Some things you are forced to learn.

I would love to be a professional student - audit classes and learn of new ideas, insights, facts, mysteries. Classrooms and conferences are great laboratories for discovery and exploration. Life, while a fantastic teacher, is a little different from the traditional learning atmosphere. For better or worse, life doesn’t offer a static, controlled environment where we can alter one variable at a time, record, reflect, and analyze our findings so as to determine the next variable to be changed. Nope, life has a way of throwing you into the deep end of the pool, whether you’ve passed your AquaTots class or not.

Some things you are forced to learn. 

Sometimes we’re coerced by circumstances to wrestle with more than just ivory tower musings and contained theory. Life is about God; life is about people; and I believe, life is at it’s best when people connect with the God who delights in them. That makes the stakes so much higher than simply failing to follow the scientific method. Life doesn’t promise do overs or second chances with people and that changes things.

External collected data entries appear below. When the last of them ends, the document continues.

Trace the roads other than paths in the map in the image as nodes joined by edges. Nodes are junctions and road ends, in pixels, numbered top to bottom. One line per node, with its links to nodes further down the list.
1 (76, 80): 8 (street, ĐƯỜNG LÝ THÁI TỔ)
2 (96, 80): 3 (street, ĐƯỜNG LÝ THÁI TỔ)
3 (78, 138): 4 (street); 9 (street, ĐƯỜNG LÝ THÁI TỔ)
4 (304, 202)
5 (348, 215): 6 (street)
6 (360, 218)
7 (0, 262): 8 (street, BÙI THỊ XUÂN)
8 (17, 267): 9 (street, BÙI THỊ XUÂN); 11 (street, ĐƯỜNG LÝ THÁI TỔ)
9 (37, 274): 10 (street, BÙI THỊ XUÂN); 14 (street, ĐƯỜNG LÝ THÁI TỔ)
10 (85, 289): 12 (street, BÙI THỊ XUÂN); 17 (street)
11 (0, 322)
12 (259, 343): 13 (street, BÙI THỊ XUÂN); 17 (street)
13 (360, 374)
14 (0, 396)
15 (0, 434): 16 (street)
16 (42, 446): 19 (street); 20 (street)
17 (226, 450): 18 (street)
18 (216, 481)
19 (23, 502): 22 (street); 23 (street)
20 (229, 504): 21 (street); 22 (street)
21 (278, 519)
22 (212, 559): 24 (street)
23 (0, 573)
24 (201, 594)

I tried over and again to schedule a meeting with *Thea. Call after call, she’d answer and I would gently explore the idea of getting together to talk. I could sense distance creeping in from her end. For me, however, that growing distance didn’t sideline my struggle. The battle of questions still raged strong inside my heart.

Thea has to be one of the bravest people I know. She took a risk in coming to me.  She mustered enough courage to voice a question that would leave her exposed and vulnerable…to a complete stranger. It was an inquiry that left her soul naked. Whether she was cognizant of this fact or not, she poured out her pain in just a few sentences, and she chose to do so at my feet. Her gutsy act is one of the most humbling moments of my life.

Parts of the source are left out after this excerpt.